Saved entries →

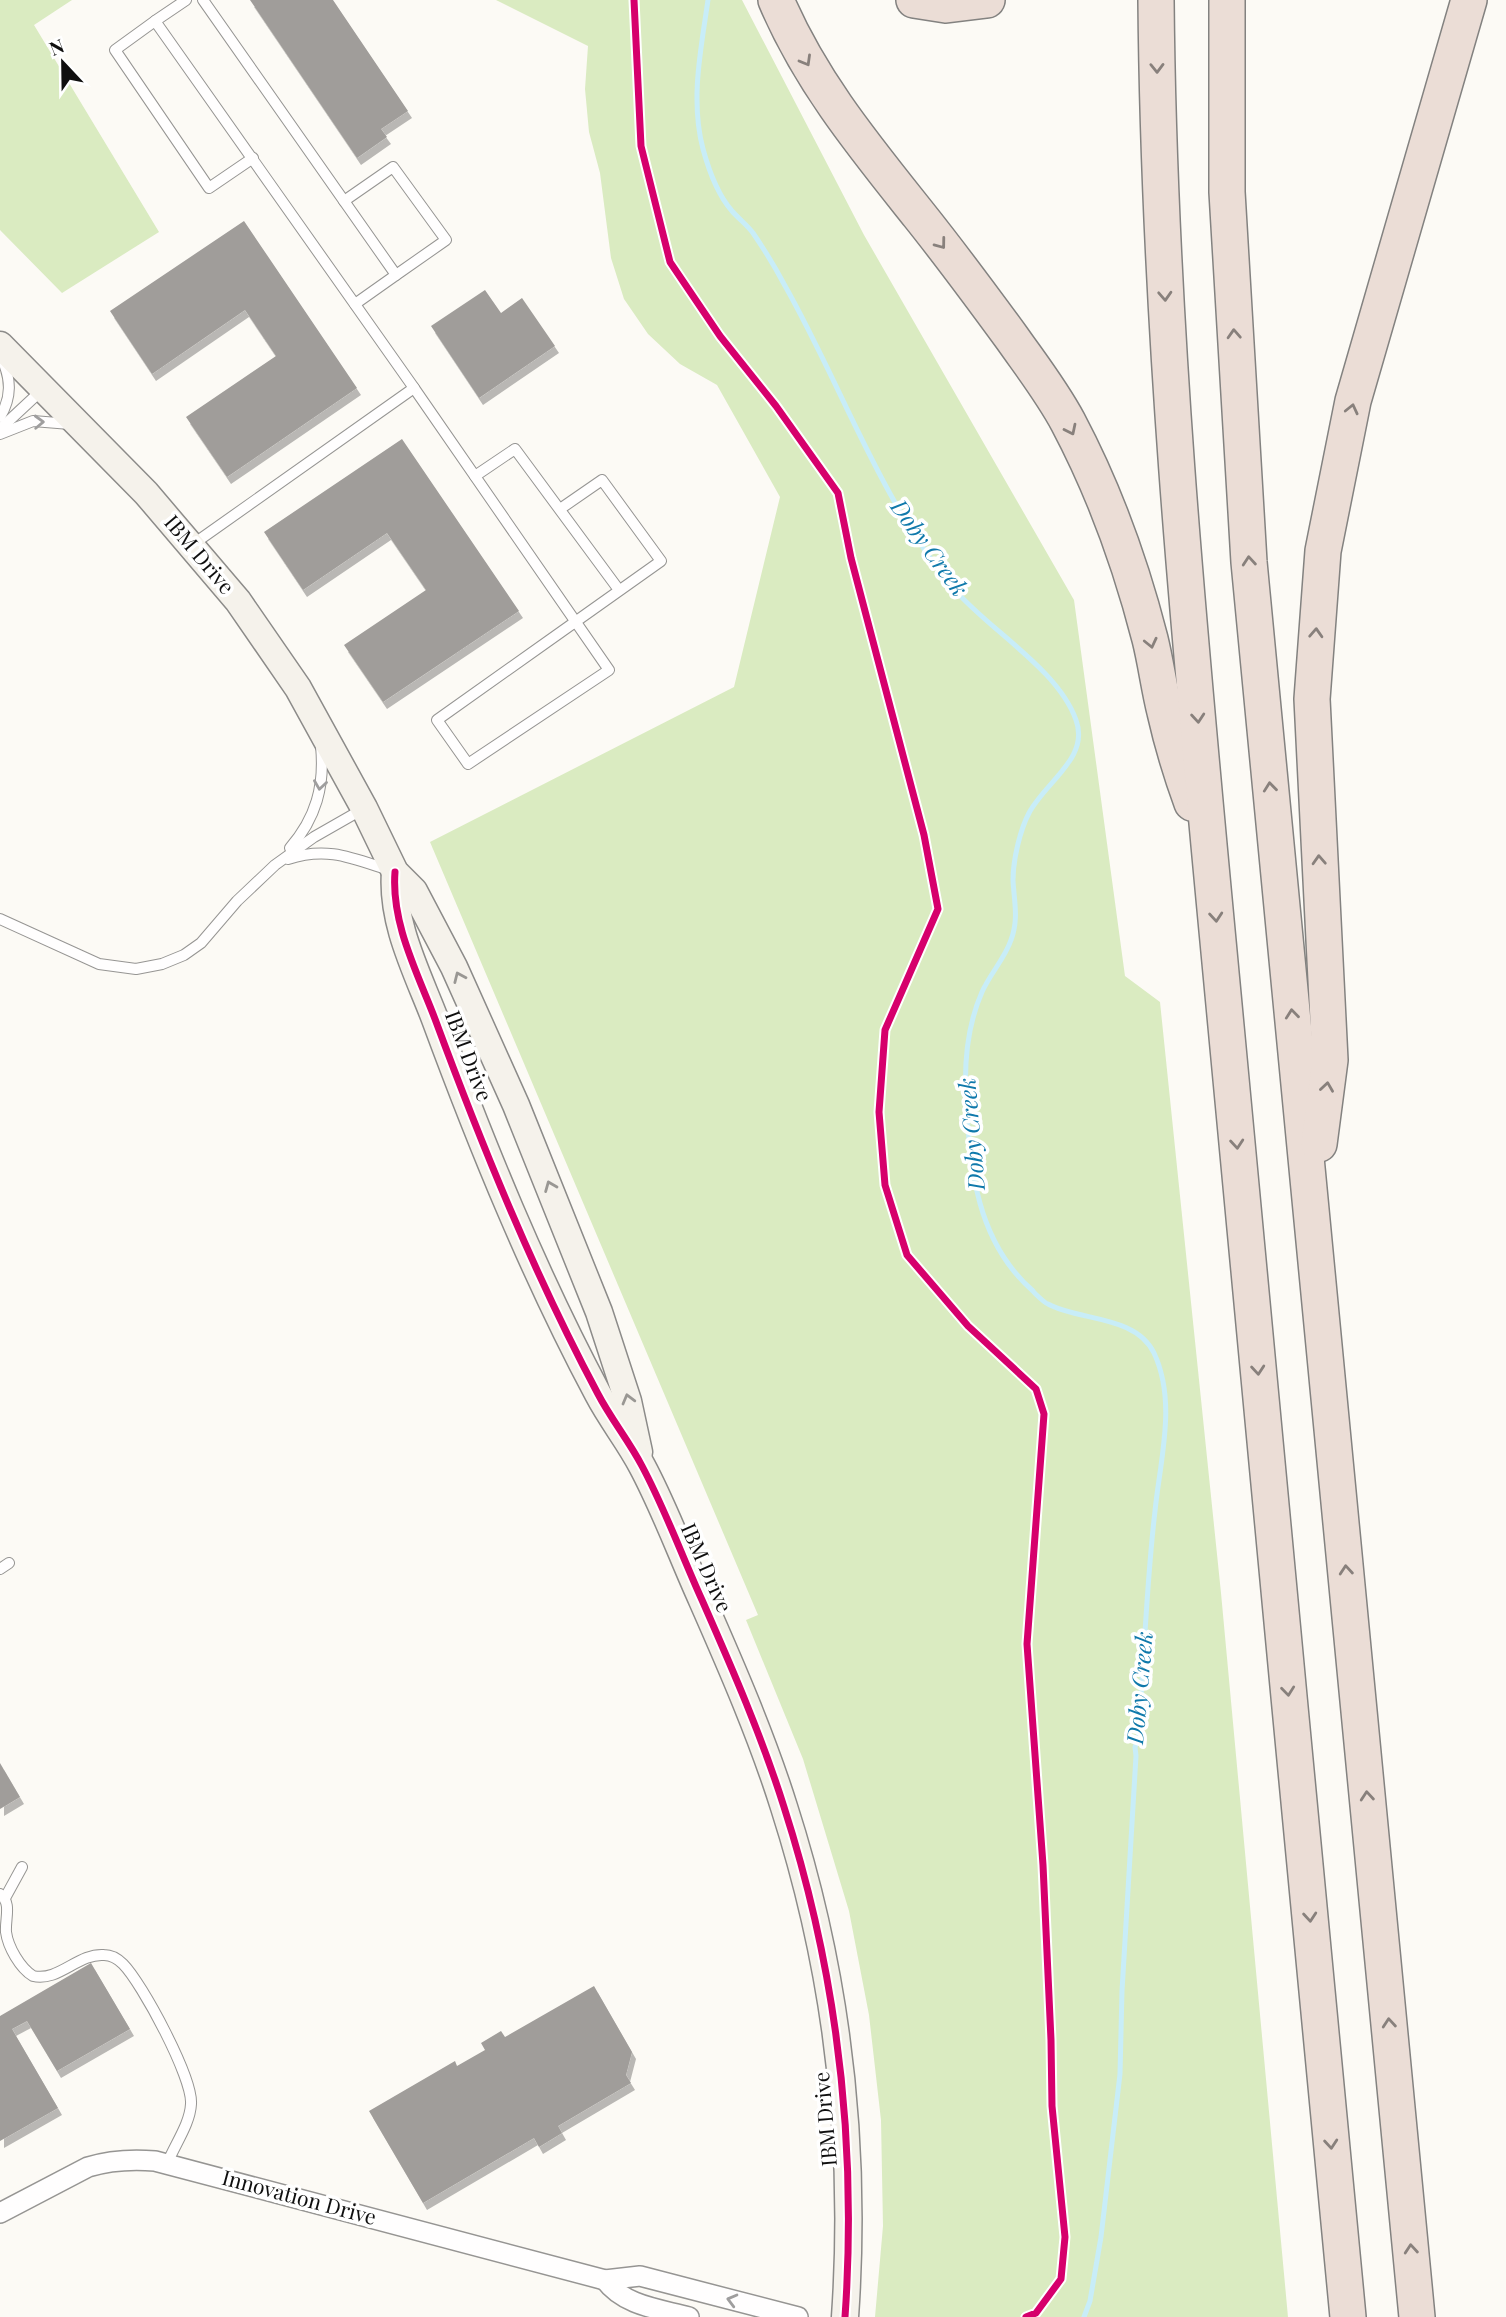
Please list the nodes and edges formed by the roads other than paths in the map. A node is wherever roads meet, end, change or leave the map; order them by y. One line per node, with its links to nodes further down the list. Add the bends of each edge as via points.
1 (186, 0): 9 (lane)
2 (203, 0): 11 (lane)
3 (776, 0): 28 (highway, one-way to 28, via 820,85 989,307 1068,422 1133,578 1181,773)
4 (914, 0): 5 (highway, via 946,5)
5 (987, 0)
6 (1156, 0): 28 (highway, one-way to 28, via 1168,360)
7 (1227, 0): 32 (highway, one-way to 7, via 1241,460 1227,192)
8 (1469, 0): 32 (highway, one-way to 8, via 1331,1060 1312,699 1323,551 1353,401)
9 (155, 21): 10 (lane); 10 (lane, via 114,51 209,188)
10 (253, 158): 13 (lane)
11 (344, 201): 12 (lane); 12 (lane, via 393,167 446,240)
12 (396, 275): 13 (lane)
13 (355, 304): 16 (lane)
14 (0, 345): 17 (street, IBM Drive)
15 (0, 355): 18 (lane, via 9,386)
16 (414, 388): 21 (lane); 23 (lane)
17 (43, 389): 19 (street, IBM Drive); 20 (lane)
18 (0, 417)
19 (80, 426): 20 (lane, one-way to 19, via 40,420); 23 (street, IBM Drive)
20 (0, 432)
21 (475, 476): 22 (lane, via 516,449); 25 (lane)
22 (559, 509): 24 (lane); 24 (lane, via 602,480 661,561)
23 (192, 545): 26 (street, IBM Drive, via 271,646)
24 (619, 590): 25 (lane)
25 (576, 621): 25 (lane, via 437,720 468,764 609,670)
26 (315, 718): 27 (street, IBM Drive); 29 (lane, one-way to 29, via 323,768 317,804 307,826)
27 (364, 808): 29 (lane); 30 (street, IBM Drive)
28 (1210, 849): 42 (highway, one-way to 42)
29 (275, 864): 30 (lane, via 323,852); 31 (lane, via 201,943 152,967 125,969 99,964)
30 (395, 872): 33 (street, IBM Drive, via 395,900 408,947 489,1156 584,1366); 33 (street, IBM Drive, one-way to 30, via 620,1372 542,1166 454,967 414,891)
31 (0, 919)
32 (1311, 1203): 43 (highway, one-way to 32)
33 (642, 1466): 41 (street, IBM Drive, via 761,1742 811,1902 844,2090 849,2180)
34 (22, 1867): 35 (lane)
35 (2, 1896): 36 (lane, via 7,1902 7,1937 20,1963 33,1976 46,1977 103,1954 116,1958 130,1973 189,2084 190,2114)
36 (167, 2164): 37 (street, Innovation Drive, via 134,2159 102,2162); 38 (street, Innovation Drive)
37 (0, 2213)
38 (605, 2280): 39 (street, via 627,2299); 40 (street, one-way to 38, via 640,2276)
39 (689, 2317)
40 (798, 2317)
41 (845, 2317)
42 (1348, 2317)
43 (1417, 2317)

Task goal → Each record above must be retyped exactly as given, with the images excluded.

Result of this exercise →
Please list the nodes and edges formed by the roads other than paths in the map. A node is wherever roads meet, end, change or leave the map; order them by y. One line per node, with its links to nodes further down the list. Add the bends of each edge as via points.
1 (186, 0): 9 (lane)
2 (203, 0): 11 (lane)
3 (776, 0): 28 (highway, one-way to 28, via 820,85 989,307 1068,422 1133,578 1181,773)
4 (914, 0): 5 (highway, via 946,5)
5 (987, 0)
6 (1156, 0): 28 (highway, one-way to 28, via 1168,360)
7 (1227, 0): 32 (highway, one-way to 7, via 1241,460 1227,192)
8 (1469, 0): 32 (highway, one-way to 8, via 1331,1060 1312,699 1323,551 1353,401)
9 (155, 21): 10 (lane); 10 (lane, via 114,51 209,188)
10 (253, 158): 13 (lane)
11 (344, 201): 12 (lane); 12 (lane, via 393,167 446,240)
12 (396, 275): 13 (lane)
13 (355, 304): 16 (lane)
14 (0, 345): 17 (street, IBM Drive)
15 (0, 355): 18 (lane, via 9,386)
16 (414, 388): 21 (lane); 23 (lane)
17 (43, 389): 19 (street, IBM Drive); 20 (lane)
18 (0, 417)
19 (80, 426): 20 (lane, one-way to 19, via 40,420); 23 (street, IBM Drive)
20 (0, 432)
21 (475, 476): 22 (lane, via 516,449); 25 (lane)
22 (559, 509): 24 (lane); 24 (lane, via 602,480 661,561)
23 (192, 545): 26 (street, IBM Drive, via 271,646)
24 (619, 590): 25 (lane)
25 (576, 621): 25 (lane, via 437,720 468,764 609,670)
26 (315, 718): 27 (street, IBM Drive); 29 (lane, one-way to 29, via 323,768 317,804 307,826)
27 (364, 808): 29 (lane); 30 (street, IBM Drive)
28 (1210, 849): 42 (highway, one-way to 42)
29 (275, 864): 30 (lane, via 323,852); 31 (lane, via 201,943 152,967 125,969 99,964)
30 (395, 872): 33 (street, IBM Drive, via 395,900 408,947 489,1156 584,1366); 33 (street, IBM Drive, one-way to 30, via 620,1372 542,1166 454,967 414,891)
31 (0, 919)
32 (1311, 1203): 43 (highway, one-way to 32)
33 (642, 1466): 41 (street, IBM Drive, via 761,1742 811,1902 844,2090 849,2180)
34 (22, 1867): 35 (lane)
35 (2, 1896): 36 (lane, via 7,1902 7,1937 20,1963 33,1976 46,1977 103,1954 116,1958 130,1973 189,2084 190,2114)
36 (167, 2164): 37 (street, Innovation Drive, via 134,2159 102,2162); 38 (street, Innovation Drive)
37 (0, 2213)
38 (605, 2280): 39 (street, via 627,2299); 40 (street, one-way to 38, via 640,2276)
39 (689, 2317)
40 (798, 2317)
41 (845, 2317)
42 (1348, 2317)
43 (1417, 2317)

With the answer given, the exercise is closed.